Give back the data below word for word. Any image in it should be left out.
=== Begin Enclosure ===
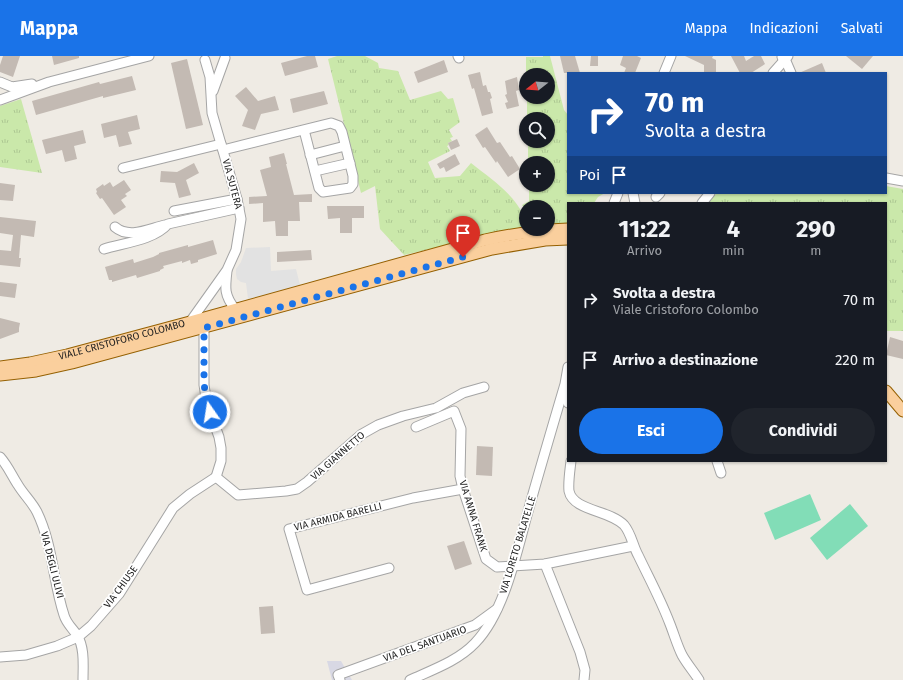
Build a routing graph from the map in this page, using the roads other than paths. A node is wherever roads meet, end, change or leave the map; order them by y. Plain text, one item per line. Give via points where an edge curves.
1 (149, 56) edge
2 (670, 56) edge
3 (203, 57) edge
4 (225, 57) edge
5 (785, 57) edge
6 (664, 72) edge
7 (774, 72) edge
8 (791, 72) edge
9 (0, 82) edge
10 (49, 82) junction
11 (211, 96) junction
12 (0, 100) edge
13 (304, 130) junction
14 (345, 146) junction
15 (222, 147) junction
16 (310, 155) junction
17 (350, 163) junction
18 (123, 168) dead end
19 (315, 172) junction
20 (887, 178) edge
21 (903, 181) edge
22 (709, 194) edge
23 (703, 202) edge
24 (238, 204) junction
25 (174, 211) dead end
26 (168, 224) junction
27 (115, 227) dead end
28 (567, 229) edge
29 (567, 239) edge
30 (104, 249) dead end
31 (227, 270) junction
32 (235, 309) junction
33 (190, 322) junction
34 (204, 328) junction
35 (0, 367) edge
36 (567, 371) edge
37 (0, 376) edge
38 (564, 384) junction
39 (484, 387) dead end
40 (887, 392) edge
41 (567, 398) edge
42 (452, 400) junction
43 (887, 400) edge
44 (454, 411) junction
45 (903, 411) edge
46 (903, 419) edge
47 (416, 427) dead end
48 (0, 457) edge
49 (571, 462) edge
50 (717, 462) edge
51 (721, 473) dead end
52 (216, 478) junction
53 (463, 488) junction
54 (633, 546) junction
55 (545, 564) junction
56 (512, 567) junction
57 (389, 568) dead end
58 (499, 608) junction
59 (78, 637) junction
60 (0, 657) edge
61 (83, 680) edge
62 (340, 680) edge
63 (410, 680) edge
64 (584, 680) edge
65 (699, 680) edge

1 - 10 street
2 - 6 street
3 - 4 street via 214,64
3 - 11 street, VIA SUTERA via 210,77
4 - 11 street
5 - 7 street
5 - 8 street
9 - 10 street via 12,87
10 - 12 street
11 - 15 street, VIA SUTERA via 212,113
13 - 14 street via 331,123 339,126
13 - 15 street
13 - 16 street
14 - 16 street
14 - 17 street
15 - 18 street
15 - 24 street, VIA SUTERA
16 - 19 street
17 - 19 street
17 - 19 street via 353,184 350,188 323,192 319,188
20 - 21 street
22 - 23 street
24 - 25 street
24 - 26 street
24 - 31 street, VIA SUTERA via 241,219 236,250
26 - 27 street via 131,233 121,232
26 - 30 street via 155,235
28 - 32 main road, VIALE CRISTOFORO COLOMBO via 540,230 485,240
29 - 34 main road, VIALE CRISTOFORO COLOMBO via 492,249
31 - 32 street via 225,291
31 - 33 street
32 - 33 main road, VIALE CRISTOFORO COLOMBO
33 - 35 main road, VIALE CRISTOFORO COLOMBO via 66,355
34 - 37 main road, VIALE CRISTOFORO COLOMBO via 72,363
34 - 52 street via 204,385 207,404 221,448
36 - 38 street, VIA LORETO BALATELLE
38 - 41 street
38 - 56 street, VIA LORETO BALATELLE
39 - 42 street, VIA GIANNETTO via 463,393
40 - 45 main road
42 - 44 street, VIA ANNA FRANK
42 - 52 street, VIA GIANNETTO via 436,408 378,425 362,434 297,489 238,495
43 - 46 main road
44 - 47 street
44 - 53 street, VIA ANNA FRANK via 461,428 460,476
48 - 59 street, VIA DEGLI ULIVI via 38,513 47,538 64,617
49 - 54 street via 569,491 575,502 615,518 623,524
50 - 51 street
52 - 59 street, VIA CHIUSE via 190,494 174,508 119,594 92,626
53 - 56 street, VIA ANNA FRANK via 486,559 498,567
53 - 57 street, VIA ARMIDA BARELLI via 290,529 306,590
54 - 55 street, VIA ANNA FRANK
54 - 65 street via 654,587 683,656
55 - 56 street, VIA ANNA FRANK
55 - 64 street via 580,652 585,670
56 - 58 street, VIA LORETO BALATELLE
58 - 62 street, VIA DEL SANTUARIO via 475,625 338,675
58 - 63 street, VIA LORETO BALATELLE via 486,630 464,653
59 - 60 street, VIA CHIUSE via 57,646 26,654
59 - 61 street, VIA DEGLI ULIVI via 83,656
=== End Enclosure ===
◆ SOLUTION FOR THIS EXERCISE ◆
Build a routing graph from the map in this page, using the roads other than paths. A node is wherever roads meet, end, change or leave the map; order them by y. Plain text, one item per line. Give via points where an edge curves.
1 (149, 56) edge
2 (670, 56) edge
3 (203, 57) edge
4 (225, 57) edge
5 (785, 57) edge
6 (664, 72) edge
7 (774, 72) edge
8 (791, 72) edge
9 (0, 82) edge
10 (49, 82) junction
11 (211, 96) junction
12 (0, 100) edge
13 (304, 130) junction
14 (345, 146) junction
15 (222, 147) junction
16 (310, 155) junction
17 (350, 163) junction
18 (123, 168) dead end
19 (315, 172) junction
20 (887, 178) edge
21 (903, 181) edge
22 (709, 194) edge
23 (703, 202) edge
24 (238, 204) junction
25 (174, 211) dead end
26 (168, 224) junction
27 (115, 227) dead end
28 (567, 229) edge
29 (567, 239) edge
30 (104, 249) dead end
31 (227, 270) junction
32 (235, 309) junction
33 (190, 322) junction
34 (204, 328) junction
35 (0, 367) edge
36 (567, 371) edge
37 (0, 376) edge
38 (564, 384) junction
39 (484, 387) dead end
40 (887, 392) edge
41 (567, 398) edge
42 (452, 400) junction
43 (887, 400) edge
44 (454, 411) junction
45 (903, 411) edge
46 (903, 419) edge
47 (416, 427) dead end
48 (0, 457) edge
49 (571, 462) edge
50 (717, 462) edge
51 (721, 473) dead end
52 (216, 478) junction
53 (463, 488) junction
54 (633, 546) junction
55 (545, 564) junction
56 (512, 567) junction
57 (389, 568) dead end
58 (499, 608) junction
59 (78, 637) junction
60 (0, 657) edge
61 (83, 680) edge
62 (340, 680) edge
63 (410, 680) edge
64 (584, 680) edge
65 (699, 680) edge

1 - 10 street
2 - 6 street
3 - 4 street via 214,64
3 - 11 street, VIA SUTERA via 210,77
4 - 11 street
5 - 7 street
5 - 8 street
9 - 10 street via 12,87
10 - 12 street
11 - 15 street, VIA SUTERA via 212,113
13 - 14 street via 331,123 339,126
13 - 15 street
13 - 16 street
14 - 16 street
14 - 17 street
15 - 18 street
15 - 24 street, VIA SUTERA
16 - 19 street
17 - 19 street
17 - 19 street via 353,184 350,188 323,192 319,188
20 - 21 street
22 - 23 street
24 - 25 street
24 - 26 street
24 - 31 street, VIA SUTERA via 241,219 236,250
26 - 27 street via 131,233 121,232
26 - 30 street via 155,235
28 - 32 main road, VIALE CRISTOFORO COLOMBO via 540,230 485,240
29 - 34 main road, VIALE CRISTOFORO COLOMBO via 492,249
31 - 32 street via 225,291
31 - 33 street
32 - 33 main road, VIALE CRISTOFORO COLOMBO
33 - 35 main road, VIALE CRISTOFORO COLOMBO via 66,355
34 - 37 main road, VIALE CRISTOFORO COLOMBO via 72,363
34 - 52 street via 204,385 207,404 221,448
36 - 38 street, VIA LORETO BALATELLE
38 - 41 street
38 - 56 street, VIA LORETO BALATELLE
39 - 42 street, VIA GIANNETTO via 463,393
40 - 45 main road
42 - 44 street, VIA ANNA FRANK
42 - 52 street, VIA GIANNETTO via 436,408 378,425 362,434 297,489 238,495
43 - 46 main road
44 - 47 street
44 - 53 street, VIA ANNA FRANK via 461,428 460,476
48 - 59 street, VIA DEGLI ULIVI via 38,513 47,538 64,617
49 - 54 street via 569,491 575,502 615,518 623,524
50 - 51 street
52 - 59 street, VIA CHIUSE via 190,494 174,508 119,594 92,626
53 - 56 street, VIA ANNA FRANK via 486,559 498,567
53 - 57 street, VIA ARMIDA BARELLI via 290,529 306,590
54 - 55 street, VIA ANNA FRANK
54 - 65 street via 654,587 683,656
55 - 56 street, VIA ANNA FRANK
55 - 64 street via 580,652 585,670
56 - 58 street, VIA LORETO BALATELLE
58 - 62 street, VIA DEL SANTUARIO via 475,625 338,675
58 - 63 street, VIA LORETO BALATELLE via 486,630 464,653
59 - 60 street, VIA CHIUSE via 57,646 26,654
59 - 61 street, VIA DEGLI ULIVI via 83,656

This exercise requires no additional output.